** Task inputs follows **

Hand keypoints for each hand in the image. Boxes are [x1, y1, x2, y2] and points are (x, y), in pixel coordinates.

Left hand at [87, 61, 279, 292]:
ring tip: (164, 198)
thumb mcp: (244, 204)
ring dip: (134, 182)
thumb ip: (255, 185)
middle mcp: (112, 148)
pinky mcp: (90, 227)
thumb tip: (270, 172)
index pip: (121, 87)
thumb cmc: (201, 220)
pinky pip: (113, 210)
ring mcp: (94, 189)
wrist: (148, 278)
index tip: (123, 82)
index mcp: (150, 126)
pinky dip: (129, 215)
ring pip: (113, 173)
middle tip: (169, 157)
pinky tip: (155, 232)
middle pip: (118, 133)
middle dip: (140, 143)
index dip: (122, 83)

** End of Task inputs **

Assignment – Find the word "hand" in the records. Copy every line it appears in.

Answer –
Hand keypoints for each hand in the image. Boxes are [x1, y1, x2, y2] and points are (x, y), in pixel coordinates.
Left hand at [87, 61, 279, 292]:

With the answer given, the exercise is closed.